Il Legislatore, con il meritevole intento di favorirne l’espansione nelle piccole imprese, attraverso il comma 8 dell’art. 1 della legge n. 160/2019, ha proceduto a rivedere le aliquote contributive a carico dei datori di lavoro che occupano alle loro dipendenze un numero di lavoratori non superiore alle nove unità: per le assunzioni che si verificheranno nel corso del 2020 (la norma, quindi, non è strutturale) per i primi 36 mesi di rapporto l’aliquota contributiva viene azzerata, mentre per gli anni di contratto di apprendistato successivi, resta fissata dal 10%. I giovani, potenzialmente assumibili, sono di età compresa tra i 15 ed i 25 anni: ovviamente, sotto l’aspetto della sicurezza sul lavoro, per i c.d. “minorenni” valgono anche le regole specifiche inserite nella legge n. 977/1967, fortemente emendata, nel corso degli anni, da atti normativi successivi. Ma quale è la contribuzione a carico degli altri datori di lavoro?
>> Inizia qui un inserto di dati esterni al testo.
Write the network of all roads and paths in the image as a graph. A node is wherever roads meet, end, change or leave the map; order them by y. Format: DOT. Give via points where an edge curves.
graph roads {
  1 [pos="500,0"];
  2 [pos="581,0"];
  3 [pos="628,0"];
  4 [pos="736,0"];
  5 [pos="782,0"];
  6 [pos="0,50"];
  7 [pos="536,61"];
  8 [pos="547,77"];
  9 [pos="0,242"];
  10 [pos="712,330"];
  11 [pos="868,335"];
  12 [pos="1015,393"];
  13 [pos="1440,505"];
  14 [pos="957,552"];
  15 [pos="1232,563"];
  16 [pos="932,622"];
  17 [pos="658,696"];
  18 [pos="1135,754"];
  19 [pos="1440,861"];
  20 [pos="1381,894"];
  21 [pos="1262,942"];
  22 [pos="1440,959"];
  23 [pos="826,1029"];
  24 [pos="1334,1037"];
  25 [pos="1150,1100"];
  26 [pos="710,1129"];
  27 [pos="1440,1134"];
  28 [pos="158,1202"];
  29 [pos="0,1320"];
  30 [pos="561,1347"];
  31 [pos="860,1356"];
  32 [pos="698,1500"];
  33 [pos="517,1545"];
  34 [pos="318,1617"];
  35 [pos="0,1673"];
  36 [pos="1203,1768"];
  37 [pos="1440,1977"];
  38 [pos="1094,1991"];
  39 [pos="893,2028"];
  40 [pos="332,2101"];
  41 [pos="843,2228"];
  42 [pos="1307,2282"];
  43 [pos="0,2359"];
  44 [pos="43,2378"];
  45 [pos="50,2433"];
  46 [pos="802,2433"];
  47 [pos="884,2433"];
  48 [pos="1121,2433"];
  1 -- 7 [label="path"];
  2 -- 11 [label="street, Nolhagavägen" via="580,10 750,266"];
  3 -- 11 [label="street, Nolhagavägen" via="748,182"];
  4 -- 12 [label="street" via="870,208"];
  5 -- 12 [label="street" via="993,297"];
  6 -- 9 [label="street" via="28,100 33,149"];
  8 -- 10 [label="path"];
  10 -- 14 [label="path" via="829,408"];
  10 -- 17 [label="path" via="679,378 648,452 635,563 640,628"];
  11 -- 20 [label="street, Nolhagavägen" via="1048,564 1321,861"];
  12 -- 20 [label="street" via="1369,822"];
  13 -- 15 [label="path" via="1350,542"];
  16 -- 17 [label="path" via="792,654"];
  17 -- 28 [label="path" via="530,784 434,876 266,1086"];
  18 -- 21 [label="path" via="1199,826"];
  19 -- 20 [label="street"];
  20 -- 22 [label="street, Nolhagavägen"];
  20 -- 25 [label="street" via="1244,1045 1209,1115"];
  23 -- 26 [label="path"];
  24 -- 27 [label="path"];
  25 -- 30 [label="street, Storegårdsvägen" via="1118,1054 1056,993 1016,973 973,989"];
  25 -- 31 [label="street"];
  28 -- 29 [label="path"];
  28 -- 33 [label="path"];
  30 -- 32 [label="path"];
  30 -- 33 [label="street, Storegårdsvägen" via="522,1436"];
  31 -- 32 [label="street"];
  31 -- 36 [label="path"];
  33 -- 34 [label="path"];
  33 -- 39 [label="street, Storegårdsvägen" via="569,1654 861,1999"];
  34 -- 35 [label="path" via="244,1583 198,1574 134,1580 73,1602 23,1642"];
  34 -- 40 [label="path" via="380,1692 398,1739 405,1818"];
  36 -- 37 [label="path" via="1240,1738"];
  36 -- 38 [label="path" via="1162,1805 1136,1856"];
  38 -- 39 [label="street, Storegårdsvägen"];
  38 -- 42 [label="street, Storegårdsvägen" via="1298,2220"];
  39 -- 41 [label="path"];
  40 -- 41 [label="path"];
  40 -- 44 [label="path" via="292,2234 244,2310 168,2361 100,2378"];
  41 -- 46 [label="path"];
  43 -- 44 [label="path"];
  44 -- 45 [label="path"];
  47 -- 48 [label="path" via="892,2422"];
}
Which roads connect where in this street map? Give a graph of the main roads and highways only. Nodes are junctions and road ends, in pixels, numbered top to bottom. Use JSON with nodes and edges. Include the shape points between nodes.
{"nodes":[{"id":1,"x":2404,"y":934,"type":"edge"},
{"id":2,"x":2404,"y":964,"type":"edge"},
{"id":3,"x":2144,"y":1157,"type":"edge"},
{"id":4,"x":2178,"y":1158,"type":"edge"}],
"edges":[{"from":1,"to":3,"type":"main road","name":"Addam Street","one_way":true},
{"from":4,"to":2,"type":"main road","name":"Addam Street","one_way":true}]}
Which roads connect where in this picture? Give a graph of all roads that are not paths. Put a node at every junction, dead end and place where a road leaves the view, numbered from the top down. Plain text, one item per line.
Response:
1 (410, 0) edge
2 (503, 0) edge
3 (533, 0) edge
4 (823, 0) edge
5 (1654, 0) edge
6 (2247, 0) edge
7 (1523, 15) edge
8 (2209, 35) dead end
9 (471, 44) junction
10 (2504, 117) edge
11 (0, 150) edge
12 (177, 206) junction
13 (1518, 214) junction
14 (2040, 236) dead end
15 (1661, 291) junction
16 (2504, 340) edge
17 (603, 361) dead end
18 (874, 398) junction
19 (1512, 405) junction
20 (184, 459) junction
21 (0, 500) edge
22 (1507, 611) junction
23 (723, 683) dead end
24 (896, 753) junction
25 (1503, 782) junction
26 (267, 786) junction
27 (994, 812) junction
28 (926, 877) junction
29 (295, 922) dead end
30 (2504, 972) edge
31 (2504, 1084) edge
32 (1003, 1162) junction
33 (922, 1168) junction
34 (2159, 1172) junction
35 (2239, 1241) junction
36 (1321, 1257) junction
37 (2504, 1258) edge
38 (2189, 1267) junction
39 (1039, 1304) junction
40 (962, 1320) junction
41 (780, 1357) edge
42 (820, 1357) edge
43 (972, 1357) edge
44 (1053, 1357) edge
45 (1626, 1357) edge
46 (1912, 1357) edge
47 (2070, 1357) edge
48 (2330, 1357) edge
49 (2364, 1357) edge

Quelli che hanno alle proprie dipendenze più di 9 lavoratori, ferma restando la contribuzione a carico del giovane pari al 5,84%, sono tenuti a pagare, fino al 2020, una contribuzione che nel primo anno è pari all’1,5%, nel secondo anno al 3%, e del 5% nel terzo (art. 1, comma 110 lettera d della legge n. 205/2017 che ha prorogato quanto previsto dall’art. 32, comma 1, del D. Lgs. n. 150/2015). Va, inoltre, sottolineato come in caso di licenziamento, non trovi applicazione, in via generale, la norma sul ticket di ingresso alla NASpI, quella relativa al finanziamento della NASpI (1,31%) e quella destinata ai fondi interprofessionali per la formazione continua (0,30%).

Requisito dimensionale

L’apprendistato di primo livello, pur nelle sue diverse articolazioni, ha come scopo quello di integrare, in un sistema duale, sia la formazione che il lavoro nel quadro dei titoli di istruzione e formazione e del sistema delle qualificazioni professionali (art. 41, comma 3, del D.Lgs. n. 81/2015; circolare INPS n. 108/2018; D.Lgs. n. 13/2013). Con successivi provvedimenti sono state meglio focalizzate le questioni relative all’alternanza scuola-lavoro: l’ANPAL, a seguito dell’accordo con il Ministero dell’Istruzione, è il “tutor” della materia ed il D.M. 3 novembre 2017 contiene il Regolamento che definisce i diritti ed i doveri degli studenti in alternanza scuola-lavoro. Le varie norme che si sono susseguite impongono una formazione esterna ed interna ben superiore a quella prevista per l’apprendistato professionalizzante con forte riduzione dei costi per il datore di lavoro (assenza di obbligo retributivo per le ore svolte all’interno della istituzione formativa, retribuzione pari al 10% per le ore di formazione a carico del datore – art. 43, comma 7 del D.Lgs. n. 81/2015). I lavoratori a tempo parziale vanno computati pro quota (art. 9 del D.Lgs. n. 81/2015), quelli con contratto a termine, secondo le modalità previste dall’art. 27 del D.Lgs. n. 81/2015, mentre gli intermittenti trovano le loro modalità di calcolo nell’art. 18 del predetto Decreto Legislativo (in relazione alle giornate prestate nel semestre precedente). Sono esclusi dal computo gli apprendisti, i lavoratori somministrati, gli eventuali assunti con contratto di reinserimento ex art. 20 della legge n. 223/1991 (in quasi trenta anni di vigenza della norma gli assunti con tale tipologia sono state poche centinaia). Ai fini della fruizione dell’agevolazione il requisito dimensionale deve sussistere al momento dell’assunzione: se, successivamente, l’azienda assume altri lavoratori subordinati il beneficio resta.